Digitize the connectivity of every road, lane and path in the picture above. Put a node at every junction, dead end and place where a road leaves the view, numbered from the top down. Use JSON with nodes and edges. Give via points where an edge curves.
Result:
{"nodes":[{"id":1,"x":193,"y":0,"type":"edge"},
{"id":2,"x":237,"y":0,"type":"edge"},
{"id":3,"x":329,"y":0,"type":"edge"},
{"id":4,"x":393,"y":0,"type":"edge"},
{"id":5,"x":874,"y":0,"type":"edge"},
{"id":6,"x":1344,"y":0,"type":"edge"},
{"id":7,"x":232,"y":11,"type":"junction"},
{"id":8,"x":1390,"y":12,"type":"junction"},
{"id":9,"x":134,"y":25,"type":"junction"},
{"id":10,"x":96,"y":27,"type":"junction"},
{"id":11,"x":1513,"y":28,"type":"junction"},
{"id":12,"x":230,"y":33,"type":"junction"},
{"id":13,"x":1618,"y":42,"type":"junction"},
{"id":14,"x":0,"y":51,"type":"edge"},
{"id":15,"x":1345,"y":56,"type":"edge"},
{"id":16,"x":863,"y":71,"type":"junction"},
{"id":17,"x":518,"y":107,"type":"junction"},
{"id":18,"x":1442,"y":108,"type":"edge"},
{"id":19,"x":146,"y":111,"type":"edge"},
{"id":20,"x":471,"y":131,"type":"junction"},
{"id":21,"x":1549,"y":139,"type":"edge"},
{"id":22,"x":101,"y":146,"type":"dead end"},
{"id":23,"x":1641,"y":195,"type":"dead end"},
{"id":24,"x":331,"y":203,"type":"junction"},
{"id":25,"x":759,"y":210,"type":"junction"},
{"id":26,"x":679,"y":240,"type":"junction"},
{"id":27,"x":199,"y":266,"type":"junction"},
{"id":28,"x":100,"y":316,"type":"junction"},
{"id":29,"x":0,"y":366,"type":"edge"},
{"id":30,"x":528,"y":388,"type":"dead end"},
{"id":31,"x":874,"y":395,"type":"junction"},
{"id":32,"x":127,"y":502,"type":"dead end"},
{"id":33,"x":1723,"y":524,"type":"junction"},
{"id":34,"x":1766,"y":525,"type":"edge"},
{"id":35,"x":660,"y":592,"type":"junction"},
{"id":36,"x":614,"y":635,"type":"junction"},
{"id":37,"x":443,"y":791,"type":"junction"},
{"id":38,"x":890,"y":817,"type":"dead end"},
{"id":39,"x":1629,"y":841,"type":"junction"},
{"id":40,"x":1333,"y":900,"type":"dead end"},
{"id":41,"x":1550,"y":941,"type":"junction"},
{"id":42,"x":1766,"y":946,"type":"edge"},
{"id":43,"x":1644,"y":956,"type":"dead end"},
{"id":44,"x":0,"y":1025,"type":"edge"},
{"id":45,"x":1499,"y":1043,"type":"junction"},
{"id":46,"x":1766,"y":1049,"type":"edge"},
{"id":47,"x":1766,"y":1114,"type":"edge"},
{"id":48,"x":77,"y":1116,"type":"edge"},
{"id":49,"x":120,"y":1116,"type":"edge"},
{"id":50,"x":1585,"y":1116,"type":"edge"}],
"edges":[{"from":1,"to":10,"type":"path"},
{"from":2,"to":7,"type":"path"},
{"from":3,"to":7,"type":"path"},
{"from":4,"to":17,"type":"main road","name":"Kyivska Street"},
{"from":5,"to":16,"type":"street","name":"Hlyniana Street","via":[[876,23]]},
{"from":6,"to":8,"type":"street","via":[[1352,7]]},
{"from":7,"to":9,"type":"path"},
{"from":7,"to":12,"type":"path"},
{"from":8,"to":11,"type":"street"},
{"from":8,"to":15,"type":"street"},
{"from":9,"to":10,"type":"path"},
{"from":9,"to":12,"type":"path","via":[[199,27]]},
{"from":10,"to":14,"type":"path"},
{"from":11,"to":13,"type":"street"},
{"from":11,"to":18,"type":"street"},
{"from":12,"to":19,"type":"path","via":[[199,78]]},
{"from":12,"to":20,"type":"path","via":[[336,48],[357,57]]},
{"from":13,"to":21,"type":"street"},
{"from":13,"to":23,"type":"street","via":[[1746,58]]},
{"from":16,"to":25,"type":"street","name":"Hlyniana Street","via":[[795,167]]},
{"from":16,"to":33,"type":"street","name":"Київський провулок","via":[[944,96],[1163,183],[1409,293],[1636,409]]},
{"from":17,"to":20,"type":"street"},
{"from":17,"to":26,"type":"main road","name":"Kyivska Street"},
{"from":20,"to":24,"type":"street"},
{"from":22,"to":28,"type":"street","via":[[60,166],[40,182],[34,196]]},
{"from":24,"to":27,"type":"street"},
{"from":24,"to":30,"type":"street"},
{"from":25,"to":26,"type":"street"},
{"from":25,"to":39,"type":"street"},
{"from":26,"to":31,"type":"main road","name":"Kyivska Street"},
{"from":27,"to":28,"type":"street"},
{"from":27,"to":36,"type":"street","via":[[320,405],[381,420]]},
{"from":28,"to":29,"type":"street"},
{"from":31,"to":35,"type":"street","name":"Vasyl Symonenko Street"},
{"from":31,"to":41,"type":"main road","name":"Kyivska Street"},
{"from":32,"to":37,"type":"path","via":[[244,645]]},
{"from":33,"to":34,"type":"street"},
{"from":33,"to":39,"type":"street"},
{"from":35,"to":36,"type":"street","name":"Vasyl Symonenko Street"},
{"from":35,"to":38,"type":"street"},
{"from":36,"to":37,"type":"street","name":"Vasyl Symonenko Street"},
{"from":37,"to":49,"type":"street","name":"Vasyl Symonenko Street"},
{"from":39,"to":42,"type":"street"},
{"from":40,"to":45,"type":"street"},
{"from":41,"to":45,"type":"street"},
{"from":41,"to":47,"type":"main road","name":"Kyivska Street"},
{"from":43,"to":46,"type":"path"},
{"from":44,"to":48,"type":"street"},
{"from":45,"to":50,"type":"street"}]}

----

- [Exercise instructions]: Filter the listing above by the word "Symonenko"; copy each line that passes.

- [Result for this task]:
{"from":31,"to":35,"type":"street","name":"Vasyl Symonenko Street"},
{"from":35,"to":36,"type":"street","name":"Vasyl Symonenko Street"},
{"from":36,"to":37,"type":"street","name":"Vasyl Symonenko Street"},
{"from":37,"to":49,"type":"street","name":"Vasyl Symonenko Street"},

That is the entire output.